Bacoside-A diminishes liver functional enzymes and improves carbohydrate metabolic key enzymes in streptozotocin a rat model of T2DM

Abstract

Abstract Type 2 diabetes mellitus (T2DM) is a global alarming predominant metabolic disease than other diabetes and incurs substantial burden to public and healthcare systems. Our study is designed to endeavor the valuable effect of bacoside-A on hepatic key enzymes of carbohydrate metabolism in streptozotocin (STZ) induced diabetic rats. A single intraperitoneal (i.p) injection of STZ (40 mg/kg body weight [BW]) is administered to adult male Wistar rats for the attainment of diabetes.

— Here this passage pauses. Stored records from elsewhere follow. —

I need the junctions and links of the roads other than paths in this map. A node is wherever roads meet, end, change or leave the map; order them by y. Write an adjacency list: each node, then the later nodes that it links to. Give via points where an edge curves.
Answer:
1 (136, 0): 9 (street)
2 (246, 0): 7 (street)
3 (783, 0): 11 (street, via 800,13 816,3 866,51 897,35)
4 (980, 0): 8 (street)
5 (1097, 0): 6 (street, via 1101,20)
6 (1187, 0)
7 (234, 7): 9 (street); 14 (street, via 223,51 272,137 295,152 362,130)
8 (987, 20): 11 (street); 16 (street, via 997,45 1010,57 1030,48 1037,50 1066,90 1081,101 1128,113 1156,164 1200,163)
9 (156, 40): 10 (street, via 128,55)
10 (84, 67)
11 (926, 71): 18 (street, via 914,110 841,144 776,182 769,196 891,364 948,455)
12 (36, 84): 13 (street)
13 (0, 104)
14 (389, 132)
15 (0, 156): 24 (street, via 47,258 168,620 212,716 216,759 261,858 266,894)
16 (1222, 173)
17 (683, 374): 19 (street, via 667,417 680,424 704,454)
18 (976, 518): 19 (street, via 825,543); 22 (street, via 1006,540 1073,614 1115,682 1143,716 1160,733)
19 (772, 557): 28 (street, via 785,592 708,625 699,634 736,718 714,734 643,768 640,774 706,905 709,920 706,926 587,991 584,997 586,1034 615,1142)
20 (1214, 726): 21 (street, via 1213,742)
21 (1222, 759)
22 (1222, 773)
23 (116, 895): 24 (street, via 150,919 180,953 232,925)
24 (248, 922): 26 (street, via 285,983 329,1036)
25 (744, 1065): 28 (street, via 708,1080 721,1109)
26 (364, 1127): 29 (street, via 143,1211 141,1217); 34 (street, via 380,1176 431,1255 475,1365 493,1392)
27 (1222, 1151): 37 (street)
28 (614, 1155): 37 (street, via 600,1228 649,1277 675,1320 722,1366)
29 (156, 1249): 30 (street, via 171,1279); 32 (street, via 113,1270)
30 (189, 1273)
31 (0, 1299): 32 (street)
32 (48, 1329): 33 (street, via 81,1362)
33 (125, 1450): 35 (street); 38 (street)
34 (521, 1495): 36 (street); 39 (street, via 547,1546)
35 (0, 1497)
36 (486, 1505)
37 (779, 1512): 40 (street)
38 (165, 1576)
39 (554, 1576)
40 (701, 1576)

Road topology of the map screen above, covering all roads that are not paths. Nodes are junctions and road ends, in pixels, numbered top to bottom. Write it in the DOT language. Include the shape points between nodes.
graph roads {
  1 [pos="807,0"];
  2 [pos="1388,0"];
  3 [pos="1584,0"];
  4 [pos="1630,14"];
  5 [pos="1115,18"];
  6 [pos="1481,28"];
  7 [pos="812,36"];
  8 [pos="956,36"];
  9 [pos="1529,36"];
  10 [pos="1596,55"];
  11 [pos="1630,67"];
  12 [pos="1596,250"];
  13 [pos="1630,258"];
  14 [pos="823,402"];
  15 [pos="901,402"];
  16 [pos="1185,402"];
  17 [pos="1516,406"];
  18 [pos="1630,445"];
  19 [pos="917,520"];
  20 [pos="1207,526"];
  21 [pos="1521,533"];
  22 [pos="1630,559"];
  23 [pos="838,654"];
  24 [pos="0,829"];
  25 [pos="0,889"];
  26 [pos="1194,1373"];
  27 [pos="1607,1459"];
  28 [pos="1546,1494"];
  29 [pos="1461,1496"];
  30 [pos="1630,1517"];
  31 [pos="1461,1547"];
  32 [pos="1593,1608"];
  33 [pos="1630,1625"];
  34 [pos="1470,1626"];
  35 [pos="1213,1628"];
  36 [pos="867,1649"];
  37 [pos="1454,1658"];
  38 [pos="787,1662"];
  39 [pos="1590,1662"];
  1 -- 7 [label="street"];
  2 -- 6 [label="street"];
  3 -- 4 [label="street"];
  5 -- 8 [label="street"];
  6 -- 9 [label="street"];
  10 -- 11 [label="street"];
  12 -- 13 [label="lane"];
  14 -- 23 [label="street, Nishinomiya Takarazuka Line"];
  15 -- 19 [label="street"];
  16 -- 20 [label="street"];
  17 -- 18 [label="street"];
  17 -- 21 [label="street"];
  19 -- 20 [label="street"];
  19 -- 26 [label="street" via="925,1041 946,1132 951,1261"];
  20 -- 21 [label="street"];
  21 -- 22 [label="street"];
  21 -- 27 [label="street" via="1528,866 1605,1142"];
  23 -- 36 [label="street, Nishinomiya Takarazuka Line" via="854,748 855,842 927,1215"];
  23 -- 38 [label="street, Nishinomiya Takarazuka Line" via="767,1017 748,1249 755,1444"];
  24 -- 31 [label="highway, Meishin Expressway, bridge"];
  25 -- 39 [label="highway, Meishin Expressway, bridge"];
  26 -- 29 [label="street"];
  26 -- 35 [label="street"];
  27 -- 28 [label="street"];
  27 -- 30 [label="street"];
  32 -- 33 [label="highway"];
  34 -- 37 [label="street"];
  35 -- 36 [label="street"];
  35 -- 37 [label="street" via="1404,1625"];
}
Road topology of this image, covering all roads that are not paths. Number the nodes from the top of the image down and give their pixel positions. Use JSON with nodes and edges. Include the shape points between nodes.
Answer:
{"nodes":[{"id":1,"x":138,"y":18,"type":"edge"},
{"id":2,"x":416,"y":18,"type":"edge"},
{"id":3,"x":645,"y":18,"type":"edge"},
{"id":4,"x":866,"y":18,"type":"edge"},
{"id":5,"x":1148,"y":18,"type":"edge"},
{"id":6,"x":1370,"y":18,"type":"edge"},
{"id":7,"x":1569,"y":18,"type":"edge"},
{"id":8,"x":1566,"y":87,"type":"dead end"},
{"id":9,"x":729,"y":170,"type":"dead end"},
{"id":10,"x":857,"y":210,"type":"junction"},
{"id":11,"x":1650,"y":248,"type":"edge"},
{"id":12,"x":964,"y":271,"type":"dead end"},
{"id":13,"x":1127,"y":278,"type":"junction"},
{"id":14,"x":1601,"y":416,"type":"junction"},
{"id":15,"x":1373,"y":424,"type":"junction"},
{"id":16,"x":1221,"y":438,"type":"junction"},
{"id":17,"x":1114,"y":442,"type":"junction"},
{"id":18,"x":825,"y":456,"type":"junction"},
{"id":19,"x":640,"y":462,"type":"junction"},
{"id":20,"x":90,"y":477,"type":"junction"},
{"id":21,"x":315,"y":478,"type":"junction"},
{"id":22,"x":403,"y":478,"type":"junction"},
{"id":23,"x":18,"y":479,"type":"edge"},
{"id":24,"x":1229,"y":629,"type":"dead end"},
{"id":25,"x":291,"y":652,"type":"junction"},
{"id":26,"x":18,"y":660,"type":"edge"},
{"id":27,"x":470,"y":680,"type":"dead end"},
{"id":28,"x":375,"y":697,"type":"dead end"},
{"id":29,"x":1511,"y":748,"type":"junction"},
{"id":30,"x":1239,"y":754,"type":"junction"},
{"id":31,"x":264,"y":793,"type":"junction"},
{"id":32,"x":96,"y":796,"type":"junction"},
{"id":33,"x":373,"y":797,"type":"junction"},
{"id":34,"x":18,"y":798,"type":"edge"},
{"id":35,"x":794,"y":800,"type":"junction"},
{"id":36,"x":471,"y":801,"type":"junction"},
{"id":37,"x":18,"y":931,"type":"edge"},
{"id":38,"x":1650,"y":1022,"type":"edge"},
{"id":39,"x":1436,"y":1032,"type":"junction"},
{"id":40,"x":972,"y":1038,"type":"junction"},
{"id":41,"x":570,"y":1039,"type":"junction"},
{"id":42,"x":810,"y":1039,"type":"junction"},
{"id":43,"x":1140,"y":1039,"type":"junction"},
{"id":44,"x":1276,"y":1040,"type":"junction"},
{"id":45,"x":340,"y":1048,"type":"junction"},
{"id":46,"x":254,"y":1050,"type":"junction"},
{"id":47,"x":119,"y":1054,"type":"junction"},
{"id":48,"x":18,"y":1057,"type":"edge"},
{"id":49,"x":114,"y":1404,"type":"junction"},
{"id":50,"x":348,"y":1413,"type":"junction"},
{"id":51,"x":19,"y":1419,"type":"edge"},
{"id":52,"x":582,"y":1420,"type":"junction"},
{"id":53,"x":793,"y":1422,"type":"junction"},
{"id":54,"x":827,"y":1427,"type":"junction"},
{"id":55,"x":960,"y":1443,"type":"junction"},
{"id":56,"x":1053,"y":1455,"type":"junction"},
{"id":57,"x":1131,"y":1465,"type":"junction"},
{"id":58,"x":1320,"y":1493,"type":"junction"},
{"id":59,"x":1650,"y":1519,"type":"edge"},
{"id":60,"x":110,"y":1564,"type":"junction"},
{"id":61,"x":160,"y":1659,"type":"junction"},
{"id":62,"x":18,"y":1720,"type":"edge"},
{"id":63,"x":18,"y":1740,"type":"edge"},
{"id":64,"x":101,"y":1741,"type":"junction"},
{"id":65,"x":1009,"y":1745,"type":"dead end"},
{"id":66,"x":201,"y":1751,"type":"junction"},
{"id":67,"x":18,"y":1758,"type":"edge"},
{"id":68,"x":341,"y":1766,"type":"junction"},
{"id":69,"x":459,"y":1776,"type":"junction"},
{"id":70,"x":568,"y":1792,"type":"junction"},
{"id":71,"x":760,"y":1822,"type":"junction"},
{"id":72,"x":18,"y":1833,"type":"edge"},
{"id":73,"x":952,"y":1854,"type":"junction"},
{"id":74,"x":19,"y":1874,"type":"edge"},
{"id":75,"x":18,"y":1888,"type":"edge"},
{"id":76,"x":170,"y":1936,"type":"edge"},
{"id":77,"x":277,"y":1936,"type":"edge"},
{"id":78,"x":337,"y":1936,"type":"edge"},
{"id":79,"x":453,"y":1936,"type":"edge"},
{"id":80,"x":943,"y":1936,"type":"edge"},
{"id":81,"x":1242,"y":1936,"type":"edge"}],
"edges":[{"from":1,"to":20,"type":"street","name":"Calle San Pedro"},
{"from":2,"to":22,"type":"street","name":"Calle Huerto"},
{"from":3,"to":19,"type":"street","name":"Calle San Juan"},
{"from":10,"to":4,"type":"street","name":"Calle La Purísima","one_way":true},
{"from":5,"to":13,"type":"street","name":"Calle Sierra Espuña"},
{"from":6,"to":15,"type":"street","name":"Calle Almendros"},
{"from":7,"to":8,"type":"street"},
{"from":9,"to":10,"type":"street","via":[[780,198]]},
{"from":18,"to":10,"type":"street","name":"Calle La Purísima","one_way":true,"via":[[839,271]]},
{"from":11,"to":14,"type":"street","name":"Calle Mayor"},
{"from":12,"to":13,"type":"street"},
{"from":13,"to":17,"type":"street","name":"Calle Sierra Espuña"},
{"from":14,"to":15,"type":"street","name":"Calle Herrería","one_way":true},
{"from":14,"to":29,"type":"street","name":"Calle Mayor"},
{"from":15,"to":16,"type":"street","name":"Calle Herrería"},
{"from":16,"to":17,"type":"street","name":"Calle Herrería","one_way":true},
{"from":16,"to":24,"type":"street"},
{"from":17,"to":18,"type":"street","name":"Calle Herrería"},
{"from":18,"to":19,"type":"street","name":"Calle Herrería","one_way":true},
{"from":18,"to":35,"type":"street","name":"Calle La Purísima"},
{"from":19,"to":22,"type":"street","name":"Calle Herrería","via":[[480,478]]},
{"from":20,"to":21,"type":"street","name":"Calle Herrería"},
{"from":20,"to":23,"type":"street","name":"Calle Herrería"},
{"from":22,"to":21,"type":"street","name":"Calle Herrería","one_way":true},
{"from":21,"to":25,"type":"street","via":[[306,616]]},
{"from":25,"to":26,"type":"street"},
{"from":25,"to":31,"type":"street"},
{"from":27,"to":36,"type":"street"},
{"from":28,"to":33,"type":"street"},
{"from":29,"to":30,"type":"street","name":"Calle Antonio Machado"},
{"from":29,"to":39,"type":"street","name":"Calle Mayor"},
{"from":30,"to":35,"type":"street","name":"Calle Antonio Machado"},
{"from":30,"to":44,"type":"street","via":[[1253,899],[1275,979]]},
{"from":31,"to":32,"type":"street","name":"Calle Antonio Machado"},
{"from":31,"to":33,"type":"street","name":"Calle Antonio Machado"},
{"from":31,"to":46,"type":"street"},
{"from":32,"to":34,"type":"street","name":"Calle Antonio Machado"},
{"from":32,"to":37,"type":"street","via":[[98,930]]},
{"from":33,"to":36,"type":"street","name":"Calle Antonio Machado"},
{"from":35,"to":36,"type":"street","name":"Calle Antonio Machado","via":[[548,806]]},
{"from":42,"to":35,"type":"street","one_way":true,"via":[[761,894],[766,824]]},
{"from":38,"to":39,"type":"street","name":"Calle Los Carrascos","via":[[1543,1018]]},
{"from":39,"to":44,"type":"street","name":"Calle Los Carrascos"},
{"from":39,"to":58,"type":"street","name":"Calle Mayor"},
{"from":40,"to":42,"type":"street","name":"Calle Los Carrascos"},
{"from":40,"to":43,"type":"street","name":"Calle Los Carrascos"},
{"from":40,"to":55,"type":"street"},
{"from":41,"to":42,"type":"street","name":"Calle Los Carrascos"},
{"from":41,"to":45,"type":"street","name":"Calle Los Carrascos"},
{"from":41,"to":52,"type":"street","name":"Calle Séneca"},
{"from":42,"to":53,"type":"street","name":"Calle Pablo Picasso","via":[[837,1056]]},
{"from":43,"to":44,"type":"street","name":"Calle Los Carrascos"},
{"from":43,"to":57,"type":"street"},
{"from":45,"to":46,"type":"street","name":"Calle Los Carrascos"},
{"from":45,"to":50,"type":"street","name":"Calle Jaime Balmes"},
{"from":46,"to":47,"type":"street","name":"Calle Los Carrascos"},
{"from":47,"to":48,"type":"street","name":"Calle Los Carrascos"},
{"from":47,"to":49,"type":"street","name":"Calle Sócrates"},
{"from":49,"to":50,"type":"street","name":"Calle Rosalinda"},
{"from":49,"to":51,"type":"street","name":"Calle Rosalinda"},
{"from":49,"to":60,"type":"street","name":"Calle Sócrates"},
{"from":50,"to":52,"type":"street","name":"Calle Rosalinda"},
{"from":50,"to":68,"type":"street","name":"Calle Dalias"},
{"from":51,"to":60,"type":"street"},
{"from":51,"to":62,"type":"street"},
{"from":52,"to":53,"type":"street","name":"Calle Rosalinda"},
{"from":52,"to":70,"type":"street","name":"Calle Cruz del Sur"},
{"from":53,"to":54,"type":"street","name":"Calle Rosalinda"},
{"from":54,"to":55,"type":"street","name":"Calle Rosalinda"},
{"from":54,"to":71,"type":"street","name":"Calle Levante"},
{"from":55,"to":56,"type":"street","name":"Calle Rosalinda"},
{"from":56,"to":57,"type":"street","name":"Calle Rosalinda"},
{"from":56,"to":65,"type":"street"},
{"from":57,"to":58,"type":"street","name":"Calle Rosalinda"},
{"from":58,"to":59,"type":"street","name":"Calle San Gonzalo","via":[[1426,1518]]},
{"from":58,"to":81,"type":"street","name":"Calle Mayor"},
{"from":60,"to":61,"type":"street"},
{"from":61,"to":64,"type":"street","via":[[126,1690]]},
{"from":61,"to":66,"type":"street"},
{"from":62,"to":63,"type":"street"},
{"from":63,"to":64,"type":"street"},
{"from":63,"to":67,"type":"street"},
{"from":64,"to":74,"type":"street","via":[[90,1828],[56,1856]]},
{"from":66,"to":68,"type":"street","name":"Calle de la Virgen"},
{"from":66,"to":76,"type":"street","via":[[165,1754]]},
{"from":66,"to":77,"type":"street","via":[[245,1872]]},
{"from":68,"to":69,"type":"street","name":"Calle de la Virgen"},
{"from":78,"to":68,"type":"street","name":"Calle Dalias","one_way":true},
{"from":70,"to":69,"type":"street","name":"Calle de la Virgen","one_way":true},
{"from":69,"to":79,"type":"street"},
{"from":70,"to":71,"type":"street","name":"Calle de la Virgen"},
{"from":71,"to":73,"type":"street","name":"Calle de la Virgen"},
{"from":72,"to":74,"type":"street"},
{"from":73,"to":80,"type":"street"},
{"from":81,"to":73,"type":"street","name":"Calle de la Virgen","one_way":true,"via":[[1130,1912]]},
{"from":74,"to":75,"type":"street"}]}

Diabetic rats were orally treated with bacoside-A of various doses (5, 10 and 20 mg/kg BW) for 45 days. Bacoside-A (10 mg/kg BW) showed more pronounced effect than the other doses and thus resulted in a significant reduction in the level of plasma glucose, glycosylated hemoglobin (HbA1c) and an rise in insulin and hemoglobin levels. Administration of bacoside-A showed significant elevated in the activity of glycolytic enzyme (hexokinase) and hepatic shunt enzyme (glucose-6-phophate dehydrogenase) whereas significant decline in the activity of gluconeogenic enzymes (glucose-6-phosphatase and fructose-1,6-bisphosphatase) in diabetic rats. Further, bacoside-A administration to diabetic rats enhanced body weight, liver glycogen content and modulating its metabolizing enzymes (glycogen synthase and glycogen phosphorylase) demonstrated the antihyperglycemic potential of bacoside-A in diabetic rats. Furthermore, hepatic marker enzymes such as aspartate transaminases (AST) and alanine transaminases (ALT) activities significantly decreased in diabetic rats and tend to normalcy in bacoside-A treated diabetic rats. Glibenclamide, a reference drug. In conclusion, our data explicated the bacoside-A, a promising antidiabetic agent which infers in modulating hepatic key enzymes by preventing defect in carbohydrate metabolism against T2DM.